Performance management of researchers
Performance management is about ensuring that:
- each researcher knows what is expected of them and how that contributes to the wider goals of the team, unit and institution
- your team are given the opportunity to use their skills effectively and develop them to fulfil their potential
- your researchers build the relationships to allow them to work well as a team
- your team remains motivated
- the best researchers are identified and retained
- those who are not performing so well can be identified and encouraged to improve
- ultimately, the project you are leading is completed successfully and on time.
It is also about you: being aware of how your own behaviour impacts on the performance of your research team so you can improve to get the best out of those around you.
The management role of the principal investigator
As principal investigator (PI) you will have day-to-day responsibility for managing your researchers and as such will be expected to motivate your staff, help them work to their full potential, continuously improve their performance and ensure they get their work done. The UK Concordat to Support the Career Development of Researchers expresses the expectation that
"Research managers should be required to participate in active performance management, including career development guidance, and supervision of those who work in their teams." (Section B. 3)

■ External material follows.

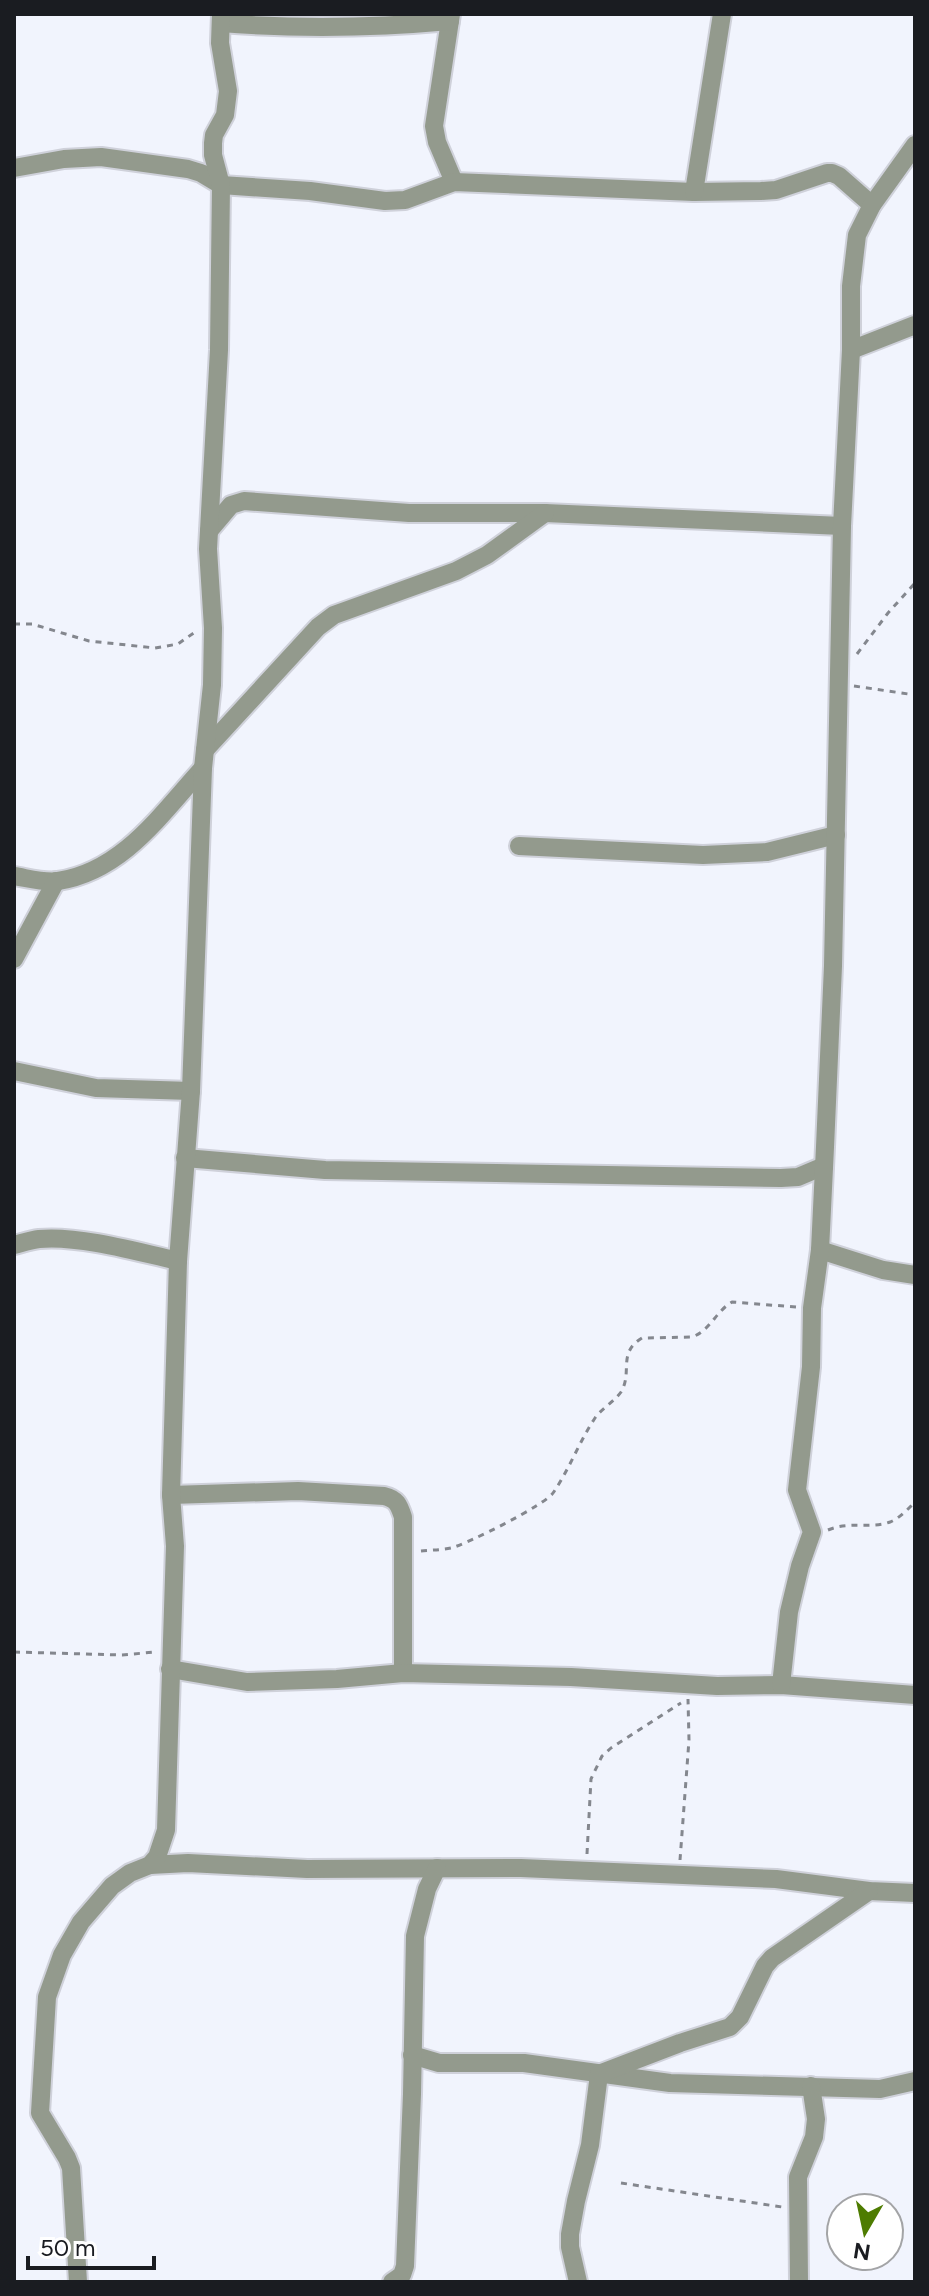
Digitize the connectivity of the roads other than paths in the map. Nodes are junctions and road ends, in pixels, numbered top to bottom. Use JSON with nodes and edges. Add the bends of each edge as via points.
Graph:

While you as the principal investigator play the central role in managing the performance of your researchers, this is not a task that you must, or even should, do alone. Your institution will have support mechanisms in place that you and your researchers can take advantage of. Some, such as induction of new staff, may be arranged by the institution; institutions that have adopted clear performance management processes are likely to provide support or training for all those involved.
Induction sessions for new staff may not instinctively seem part of performance management but can be important in starting a newly employed researcher off in the right way. Information on the institution's structure, goals, and their place within that, learning about their rights and responsibilities and the development opportunities available to them can be invaluable in ensuring your team is well informed and feel part of the organisation from the start. It will also save you time. Induction is not just an institutional activity; you will also want to make sure new staff are adequately inducted into the department, your team and their role.

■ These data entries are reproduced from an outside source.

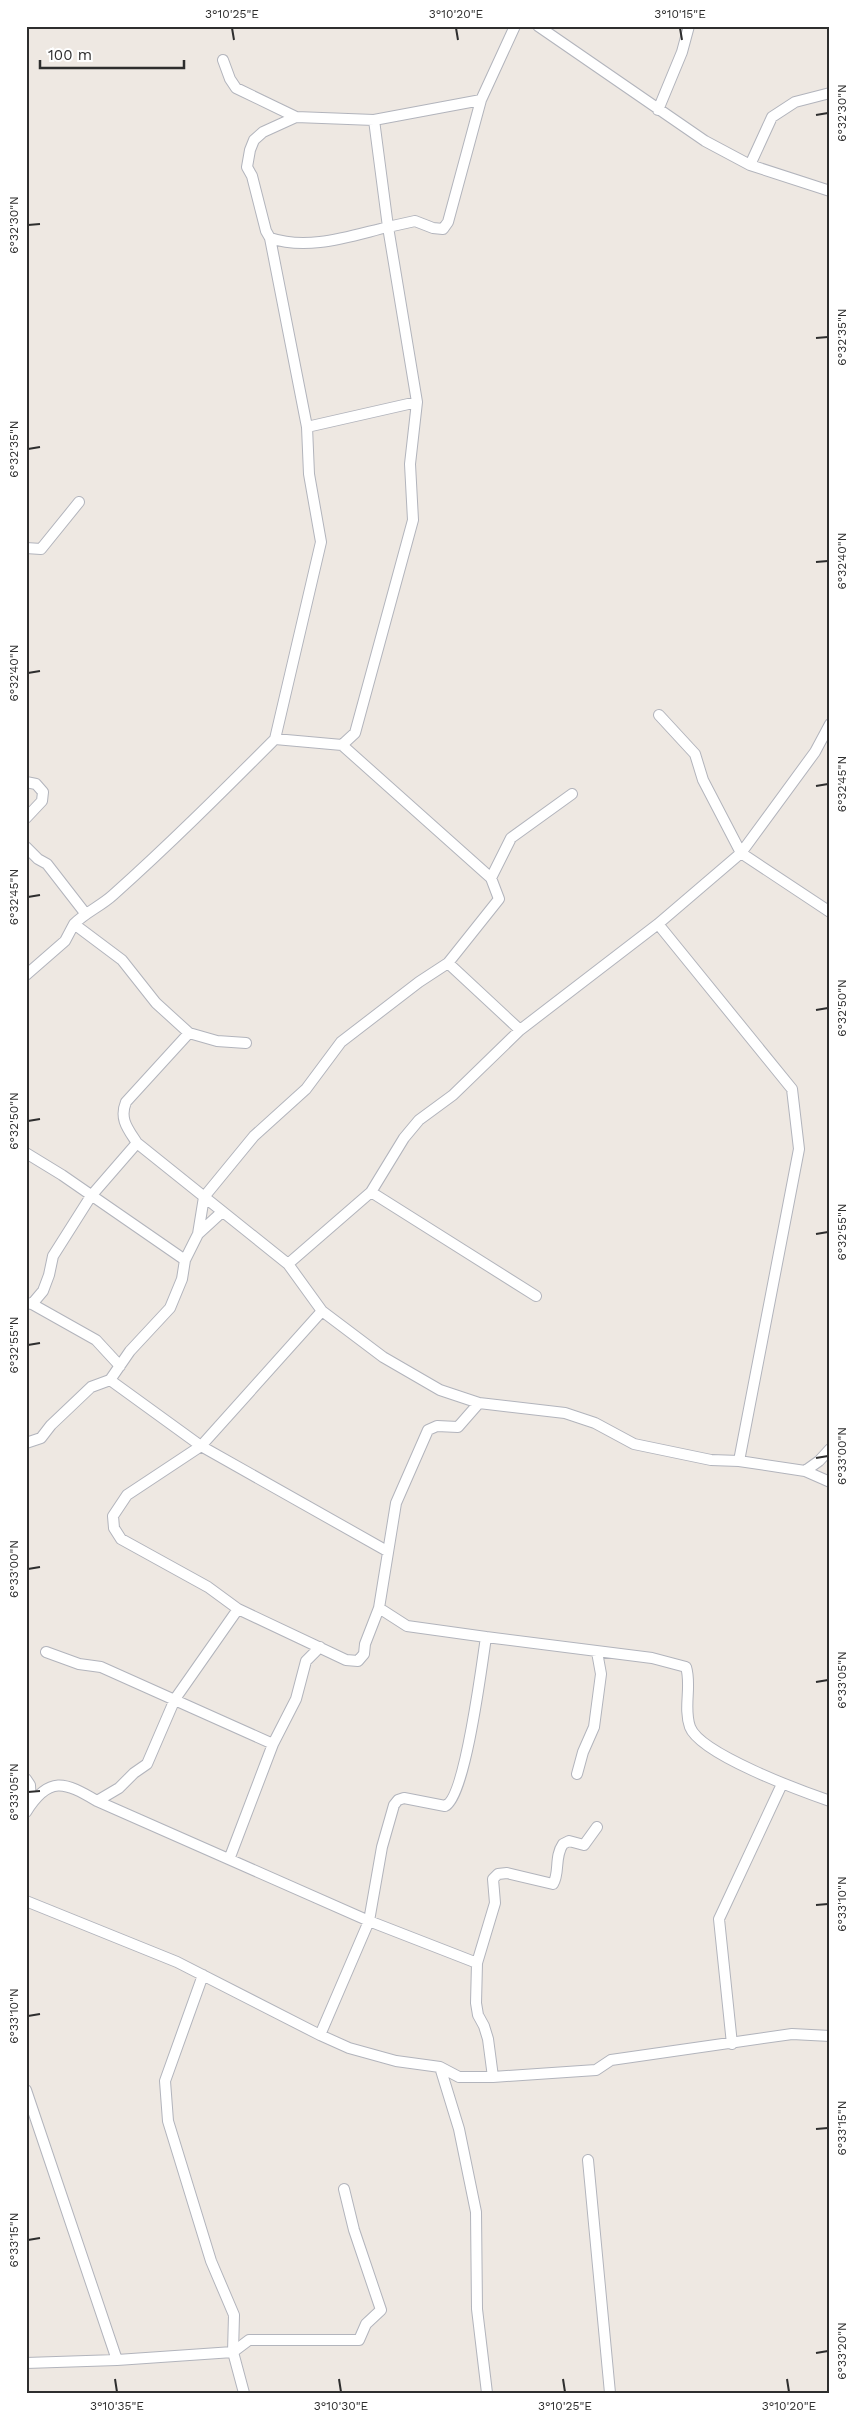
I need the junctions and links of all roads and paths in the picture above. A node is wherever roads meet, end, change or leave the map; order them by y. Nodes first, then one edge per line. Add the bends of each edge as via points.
1 (515, 26) edge
2 (538, 26) edge
3 (689, 26) edge
4 (223, 60) dead end
5 (830, 93) edge
6 (481, 100) junction
7 (658, 110) junction
8 (296, 117) junction
9 (374, 120) junction
10 (750, 165) junction
11 (830, 192) edge
12 (388, 227) junction
13 (270, 238) junction
14 (417, 402) junction
15 (307, 427) junction
16 (79, 502) dead end
17 (26, 548) edge
18 (659, 715) dead end
19 (830, 724) edge
20 (275, 740) junction
21 (342, 745) junction
22 (26, 782) edge
23 (572, 794) dead end
24 (26, 818) edge
25 (26, 847) edge
26 (741, 853) junction
27 (491, 878) junction
28 (830, 912) edge
29 (85, 913) junction
30 (74, 924) junction
31 (658, 924) junction
32 (448, 963) junction
33 (26, 975) edge
34 (520, 1030) junction
35 (189, 1033) junction
36 (246, 1044) dead end
37 (137, 1143) junction
38 (26, 1153) edge
39 (371, 1192) junction
40 (91, 1196) junction
41 (204, 1197) junction
42 (222, 1212) junction
43 (198, 1234) junction
44 (185, 1260) junction
45 (288, 1264) junction
46 (536, 1296) dead end
47 (29, 1303) edge
48 (322, 1311) junction
49 (120, 1366) junction
50 (110, 1380) junction
51 (479, 1403) junction
52 (26, 1443) edge
53 (201, 1446) junction
54 (830, 1449) edge
55 (740, 1461) junction
56 (806, 1471) junction
57 (830, 1482) edge
58 (387, 1551) junction
59 (379, 1608) junction
60 (238, 1609) junction
61 (486, 1637) junction
62 (320, 1647) junction
63 (46, 1652) dead end
64 (597, 1652) junction
65 (175, 1699) junction
66 (273, 1744) junction
67 (577, 1774) dead end
68 (26, 1779) edge
69 (782, 1784) junction
70 (97, 1800) junction
71 (830, 1801) edge
72 (29, 1808) edge
73 (597, 1827) dead end
74 (230, 1857) junction
75 (26, 1901) edge
76 (369, 1920) junction
77 (477, 1963) junction
78 (203, 1975) junction
79 (320, 2035) junction
80 (830, 2036) edge
81 (732, 2044) junction
82 (440, 2067) junction
83 (493, 2077) junction
84 (26, 2090) edge
85 (588, 2160) dead end
86 (344, 2189) dead end
87 (234, 2352) junction
88 (117, 2360) junction
89 (26, 2364) edge
90 (244, 2393) edge
91 (487, 2393) edge
92 (610, 2393) edge

1 - 6 street
2 - 7 street
3 - 7 street
4 - 8 street via 236,88
5 - 10 street via 795,102 772,117
6 - 9 street
6 - 12 street via 448,222 442,229 415,221
7 - 10 street via 705,142
8 - 9 street
8 - 13 street via 263,132 254,140 250,150 247,167
9 - 12 street
10 - 11 street
12 - 13 street via 300,245
12 - 14 street
13 - 15 street
14 - 15 street
14 - 21 street via 410,464 413,520 355,733
15 - 20 street via 309,474 322,542
16 - 17 street via 41,548
18 - 26 street via 695,754 704,780
19 - 26 street via 816,752
20 - 21 street
20 - 29 street via 109,899
21 - 27 street
22 - 24 street via 36,784 43,792 42,801
23 - 27 street via 511,838
25 - 29 street via 47,864
26 - 28 street
26 - 31 street
27 - 32 street via 499,899
29 - 30 street
30 - 33 street via 65,941
30 - 35 street via 122,960 156,1003
31 - 34 street
31 - 55 street via 792,1089 799,1149
32 - 34 street
32 - 41 street via 341,1042 306,1088 254,1136
34 - 39 street via 453,1095 419,1120
35 - 36 street via 217,1041
35 - 37 street via 126,1102 122,1112 124,1123
37 - 40 street
37 - 41 street
38 - 40 street
39 - 45 street
39 - 46 street
40 - 44 street
40 - 47 street via 53,1256 43,1291
41 - 42 street
41 - 43 street
42 - 43 street
42 - 45 street
43 - 44 street
44 - 49 street via 182,1279 170,1308 130,1350
45 - 48 street
47 - 49 street via 96,1340
48 - 51 street via 383,1357 440,1390
48 - 53 street
49 - 50 street
50 - 52 street via 91,1387 51,1424 41,1438
50 - 53 street
51 - 55 street via 565,1413 595,1423 634,1444 711,1460
51 - 58 street via 458,1427 437,1426 428,1430 396,1503
53 - 58 street
53 - 60 street via 127,1495 113,1516 114,1528 121,1539 208,1587
54 - 56 street
55 - 56 street
56 - 57 street
58 - 59 street
59 - 61 street via 406,1626
59 - 62 street via 364,1654 358,1661 346,1660
60 - 62 street
60 - 65 street
61 - 64 street
61 - 76 street via 464,1766 454,1798 445,1806 404,1798 394,1805 382,1847
62 - 66 street via 306,1661 296,1699
63 - 65 street via 79,1664 101,1667
64 - 67 street via 601,1674 594,1727
64 - 69 street via 652,1658 686,1667 686,1714 691,1730 715,1750
65 - 66 street
65 - 70 street via 148,1764 119,1788
66 - 74 street
68 - 72 street via 30,1786
69 - 71 street
69 - 81 street via 719,1919
70 - 72 street via 72,1786 59,1784 46,1788
70 - 74 street
73 - 77 street via 584,1845 569,1841 563,1844 553,1884 507,1873 498,1874 494,1879 495,1903
74 - 76 street
75 - 78 street
76 - 77 street
76 - 79 street
77 - 83 street via 476,2003 486,2032
78 - 79 street
78 - 87 street via 165,2081 166,2102 168,2122 211,2261 234,2315
79 - 82 street via 349,2048 396,2062
80 - 81 street via 792,2034
81 - 83 street via 612,2060 596,2070
82 - 83 street via 459,2077
82 - 91 street via 459,2129 476,2212 477,2309
84 - 88 street
85 - 92 street
86 - 87 street via 354,2230 382,2310 366,2324 359,2340 249,2340
87 - 88 street
87 - 90 street
88 - 89 street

Most institutions require new staff to complete a period of probation. For you this is an opportunity to use an institutional requirement to help manage your researchers. Even the most able new staff member can take time to adjust to new surroundings and possibly a new work culture. The routines, unspoken norms and expectations of your work environment may seem second nature to you but can be strange and even difficult to someone coming from the outside. A good manager can use the probation period as a prompt to focus their attention on a new staff member and ensure that they feel part of the team. It is also (rarely) the opportunity to correct a recruitment error. If someone really is not suited to the role then it is no help to either you or them to allow them to continue in it. So treat your probationary judgments seriously and don't just 'nod' weak staff through in the hope that things will get better.
Formal annual appraisal is not only required by most institutions but is an essential part of performance management. Having the opportunity to spend dedicated time discussing their performance and career goals can be immensely valuable for a researcher. For you it is a great opportunity to ensure your staff are continuing to develop and that you understand their goals and objectives. The appraisal system is dealt with in the appraisal section.
Your institution will have programmes already in place to help get the best out of your staff. Your job is to work with your researchers to help them identify the areas in which they need, or would like, to develop and to encourage them to use the opportunities available to them effectively. The Researcher Development Framework (RDF) has been developed to help researchers identify needs and plan effectively for their own development; this could help focus your discussions.
Attendance on training courses for their own sake will be of little value but targeted development opportunities used intelligently and strategically can help maintain and improve the performance of your staff enormously. Some institutions give researchers the formal right to a specified number of days development each year, others leave it to the discretion of the researcher and their manager. Whatever the situation in your institution, the attitude of the PI to development opportunities both inside and outside of the institution can be crucial to whether researchers continue to develop their skills and careers: this in turn can have an impact on how they perform for you.